BEGIN

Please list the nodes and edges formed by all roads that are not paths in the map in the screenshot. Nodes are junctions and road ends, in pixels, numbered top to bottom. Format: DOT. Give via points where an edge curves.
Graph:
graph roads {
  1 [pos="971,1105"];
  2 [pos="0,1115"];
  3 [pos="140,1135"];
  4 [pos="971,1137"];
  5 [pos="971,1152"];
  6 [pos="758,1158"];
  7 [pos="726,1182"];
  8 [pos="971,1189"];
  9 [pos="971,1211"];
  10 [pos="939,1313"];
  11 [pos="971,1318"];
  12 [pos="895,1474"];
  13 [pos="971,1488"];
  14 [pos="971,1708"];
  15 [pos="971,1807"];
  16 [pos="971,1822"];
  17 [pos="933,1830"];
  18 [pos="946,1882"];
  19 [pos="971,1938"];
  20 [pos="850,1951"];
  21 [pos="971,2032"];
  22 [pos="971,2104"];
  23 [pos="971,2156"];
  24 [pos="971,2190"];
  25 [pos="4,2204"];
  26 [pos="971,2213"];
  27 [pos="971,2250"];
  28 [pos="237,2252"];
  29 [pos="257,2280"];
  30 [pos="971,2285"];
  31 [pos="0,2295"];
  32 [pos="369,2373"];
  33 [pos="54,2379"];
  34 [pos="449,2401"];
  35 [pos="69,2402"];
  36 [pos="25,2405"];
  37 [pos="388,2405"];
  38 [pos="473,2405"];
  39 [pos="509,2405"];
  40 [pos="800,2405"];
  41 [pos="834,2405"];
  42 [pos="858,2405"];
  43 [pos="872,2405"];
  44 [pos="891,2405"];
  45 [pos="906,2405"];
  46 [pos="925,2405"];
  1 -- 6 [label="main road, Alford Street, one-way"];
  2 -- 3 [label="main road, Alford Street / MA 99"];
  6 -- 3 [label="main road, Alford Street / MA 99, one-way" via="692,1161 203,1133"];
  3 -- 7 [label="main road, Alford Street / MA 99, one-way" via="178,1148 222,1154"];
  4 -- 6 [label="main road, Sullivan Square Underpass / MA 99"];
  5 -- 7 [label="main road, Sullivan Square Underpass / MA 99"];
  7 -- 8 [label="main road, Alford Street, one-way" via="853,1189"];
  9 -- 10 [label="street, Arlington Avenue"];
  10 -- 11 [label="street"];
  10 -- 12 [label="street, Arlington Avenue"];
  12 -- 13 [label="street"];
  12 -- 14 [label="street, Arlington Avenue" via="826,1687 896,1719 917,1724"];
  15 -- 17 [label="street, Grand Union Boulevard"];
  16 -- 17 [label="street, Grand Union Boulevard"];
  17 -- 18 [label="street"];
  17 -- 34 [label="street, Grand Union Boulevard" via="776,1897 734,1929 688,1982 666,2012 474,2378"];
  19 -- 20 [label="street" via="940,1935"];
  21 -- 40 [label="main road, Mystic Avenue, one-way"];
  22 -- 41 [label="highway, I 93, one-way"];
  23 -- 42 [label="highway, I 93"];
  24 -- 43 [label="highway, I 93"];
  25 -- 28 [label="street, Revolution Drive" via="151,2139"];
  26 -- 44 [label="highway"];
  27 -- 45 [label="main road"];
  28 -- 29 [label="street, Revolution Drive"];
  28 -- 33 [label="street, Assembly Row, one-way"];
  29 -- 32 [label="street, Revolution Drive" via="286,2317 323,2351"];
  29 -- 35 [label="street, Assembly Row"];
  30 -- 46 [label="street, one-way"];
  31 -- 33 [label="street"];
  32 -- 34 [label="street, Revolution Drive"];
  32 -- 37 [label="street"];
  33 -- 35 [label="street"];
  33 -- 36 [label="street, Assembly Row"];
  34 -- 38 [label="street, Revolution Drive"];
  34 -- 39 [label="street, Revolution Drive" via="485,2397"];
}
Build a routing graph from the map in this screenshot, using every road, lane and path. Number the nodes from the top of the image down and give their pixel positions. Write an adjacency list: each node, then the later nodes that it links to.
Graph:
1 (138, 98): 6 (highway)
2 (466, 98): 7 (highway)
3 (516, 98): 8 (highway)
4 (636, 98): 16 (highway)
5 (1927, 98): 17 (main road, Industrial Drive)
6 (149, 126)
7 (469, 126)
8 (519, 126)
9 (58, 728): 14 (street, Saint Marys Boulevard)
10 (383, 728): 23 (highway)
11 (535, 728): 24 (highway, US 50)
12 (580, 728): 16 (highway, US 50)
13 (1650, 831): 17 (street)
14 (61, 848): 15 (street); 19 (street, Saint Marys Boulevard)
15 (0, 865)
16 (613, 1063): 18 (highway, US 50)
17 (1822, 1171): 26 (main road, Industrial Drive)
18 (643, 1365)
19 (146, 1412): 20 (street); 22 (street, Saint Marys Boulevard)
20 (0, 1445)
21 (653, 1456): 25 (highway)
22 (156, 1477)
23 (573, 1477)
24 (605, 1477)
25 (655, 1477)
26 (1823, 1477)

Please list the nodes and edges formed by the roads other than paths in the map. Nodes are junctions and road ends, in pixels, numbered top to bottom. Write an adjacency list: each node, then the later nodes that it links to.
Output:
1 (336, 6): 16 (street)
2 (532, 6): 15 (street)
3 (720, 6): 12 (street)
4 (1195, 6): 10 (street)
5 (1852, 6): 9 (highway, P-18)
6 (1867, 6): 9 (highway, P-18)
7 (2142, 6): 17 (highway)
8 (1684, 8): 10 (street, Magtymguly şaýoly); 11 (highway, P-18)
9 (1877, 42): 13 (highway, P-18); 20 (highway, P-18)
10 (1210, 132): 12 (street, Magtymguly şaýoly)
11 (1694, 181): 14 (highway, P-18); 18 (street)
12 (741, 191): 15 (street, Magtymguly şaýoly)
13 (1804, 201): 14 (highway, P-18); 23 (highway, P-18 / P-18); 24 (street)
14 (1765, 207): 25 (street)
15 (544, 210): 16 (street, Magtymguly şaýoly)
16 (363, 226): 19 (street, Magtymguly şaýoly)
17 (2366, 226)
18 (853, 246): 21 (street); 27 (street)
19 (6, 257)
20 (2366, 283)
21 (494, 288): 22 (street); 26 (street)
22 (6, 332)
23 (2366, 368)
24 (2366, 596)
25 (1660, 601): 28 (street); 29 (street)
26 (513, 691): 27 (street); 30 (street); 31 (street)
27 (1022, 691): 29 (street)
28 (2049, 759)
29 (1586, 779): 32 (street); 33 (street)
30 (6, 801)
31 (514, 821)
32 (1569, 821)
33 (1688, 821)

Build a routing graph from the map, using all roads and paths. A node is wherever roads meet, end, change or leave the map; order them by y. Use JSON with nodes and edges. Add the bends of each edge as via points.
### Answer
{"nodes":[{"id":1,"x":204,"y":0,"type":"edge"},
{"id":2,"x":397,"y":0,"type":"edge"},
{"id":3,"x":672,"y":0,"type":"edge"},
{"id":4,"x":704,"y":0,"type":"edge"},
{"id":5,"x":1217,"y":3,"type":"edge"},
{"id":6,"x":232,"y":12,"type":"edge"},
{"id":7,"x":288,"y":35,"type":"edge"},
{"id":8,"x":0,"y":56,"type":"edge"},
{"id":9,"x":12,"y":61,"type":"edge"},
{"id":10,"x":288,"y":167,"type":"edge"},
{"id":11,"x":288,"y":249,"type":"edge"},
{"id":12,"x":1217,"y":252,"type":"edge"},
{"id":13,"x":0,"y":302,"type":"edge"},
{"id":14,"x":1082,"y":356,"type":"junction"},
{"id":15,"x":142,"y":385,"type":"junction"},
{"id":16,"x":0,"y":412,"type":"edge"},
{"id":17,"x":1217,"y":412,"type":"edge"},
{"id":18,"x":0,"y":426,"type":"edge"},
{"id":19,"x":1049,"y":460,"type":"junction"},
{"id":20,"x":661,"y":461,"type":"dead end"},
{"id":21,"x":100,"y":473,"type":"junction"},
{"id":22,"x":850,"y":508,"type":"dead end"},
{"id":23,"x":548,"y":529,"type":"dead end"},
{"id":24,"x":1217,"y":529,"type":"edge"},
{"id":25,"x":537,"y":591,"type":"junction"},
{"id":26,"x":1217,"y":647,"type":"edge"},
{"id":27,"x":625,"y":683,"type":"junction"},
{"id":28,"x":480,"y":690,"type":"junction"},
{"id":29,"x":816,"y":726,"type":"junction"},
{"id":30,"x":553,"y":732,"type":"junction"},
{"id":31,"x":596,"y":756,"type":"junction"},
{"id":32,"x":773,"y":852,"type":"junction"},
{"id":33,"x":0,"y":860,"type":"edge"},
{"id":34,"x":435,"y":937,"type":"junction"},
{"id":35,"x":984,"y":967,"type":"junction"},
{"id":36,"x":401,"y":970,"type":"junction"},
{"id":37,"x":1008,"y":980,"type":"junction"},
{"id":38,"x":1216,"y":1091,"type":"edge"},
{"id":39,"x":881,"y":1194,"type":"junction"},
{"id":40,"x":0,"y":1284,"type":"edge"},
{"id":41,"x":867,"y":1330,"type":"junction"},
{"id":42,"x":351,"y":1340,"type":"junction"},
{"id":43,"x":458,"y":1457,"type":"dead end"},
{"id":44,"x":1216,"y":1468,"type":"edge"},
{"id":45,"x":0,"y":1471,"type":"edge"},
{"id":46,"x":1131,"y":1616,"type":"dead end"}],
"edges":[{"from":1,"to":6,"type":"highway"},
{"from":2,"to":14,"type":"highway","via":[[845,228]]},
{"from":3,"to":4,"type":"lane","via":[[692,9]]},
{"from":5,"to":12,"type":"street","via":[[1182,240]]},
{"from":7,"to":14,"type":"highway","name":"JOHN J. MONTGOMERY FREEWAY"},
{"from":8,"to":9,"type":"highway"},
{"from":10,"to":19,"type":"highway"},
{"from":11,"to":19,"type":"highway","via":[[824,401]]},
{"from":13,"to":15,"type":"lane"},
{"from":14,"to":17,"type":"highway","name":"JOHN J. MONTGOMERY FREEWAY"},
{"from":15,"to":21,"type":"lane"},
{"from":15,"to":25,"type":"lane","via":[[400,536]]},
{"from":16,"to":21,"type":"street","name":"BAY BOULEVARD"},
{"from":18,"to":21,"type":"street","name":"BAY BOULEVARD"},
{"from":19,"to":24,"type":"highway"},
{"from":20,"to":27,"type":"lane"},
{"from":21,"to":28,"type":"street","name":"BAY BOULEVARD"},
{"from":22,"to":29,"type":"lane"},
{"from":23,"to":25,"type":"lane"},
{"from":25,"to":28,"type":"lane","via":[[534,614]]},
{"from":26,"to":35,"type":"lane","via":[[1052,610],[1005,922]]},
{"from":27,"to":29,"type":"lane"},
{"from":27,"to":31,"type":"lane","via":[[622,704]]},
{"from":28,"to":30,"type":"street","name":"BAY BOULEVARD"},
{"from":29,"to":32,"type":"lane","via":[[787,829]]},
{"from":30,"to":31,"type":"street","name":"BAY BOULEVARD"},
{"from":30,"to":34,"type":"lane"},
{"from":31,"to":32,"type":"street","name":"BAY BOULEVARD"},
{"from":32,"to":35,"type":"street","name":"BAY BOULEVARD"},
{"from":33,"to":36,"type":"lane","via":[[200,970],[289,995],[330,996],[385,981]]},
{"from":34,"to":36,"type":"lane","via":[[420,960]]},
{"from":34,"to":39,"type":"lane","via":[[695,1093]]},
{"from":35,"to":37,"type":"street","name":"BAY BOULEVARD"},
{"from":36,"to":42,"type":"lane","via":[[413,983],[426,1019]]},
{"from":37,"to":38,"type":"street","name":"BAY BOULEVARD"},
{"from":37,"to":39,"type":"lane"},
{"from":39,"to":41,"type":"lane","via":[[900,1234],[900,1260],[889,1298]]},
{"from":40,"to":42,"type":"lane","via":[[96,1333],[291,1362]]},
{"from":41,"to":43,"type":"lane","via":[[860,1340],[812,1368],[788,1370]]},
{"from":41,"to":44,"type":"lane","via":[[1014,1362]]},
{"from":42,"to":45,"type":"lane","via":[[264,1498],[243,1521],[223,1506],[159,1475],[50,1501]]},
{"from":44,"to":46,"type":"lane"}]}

END

**Required action:** Find the lines above that contain the word "name" and copy each one.

**Solution for this exercise:**
{"from":7,"to":14,"type":"highway","name":"JOHN J. MONTGOMERY FREEWAY"},
{"from":14,"to":17,"type":"highway","name":"JOHN J. MONTGOMERY FREEWAY"},
{"from":16,"to":21,"type":"street","name":"BAY BOULEVARD"},
{"from":18,"to":21,"type":"street","name":"BAY BOULEVARD"},
{"from":21,"to":28,"type":"street","name":"BAY BOULEVARD"},
{"from":28,"to":30,"type":"street","name":"BAY BOULEVARD"},
{"from":30,"to":31,"type":"street","name":"BAY BOULEVARD"},
{"from":31,"to":32,"type":"street","name":"BAY BOULEVARD"},
{"from":32,"to":35,"type":"street","name":"BAY BOULEVARD"},
{"from":35,"to":37,"type":"street","name":"BAY BOULEVARD"},
{"from":37,"to":38,"type":"street","name":"BAY BOULEVARD"},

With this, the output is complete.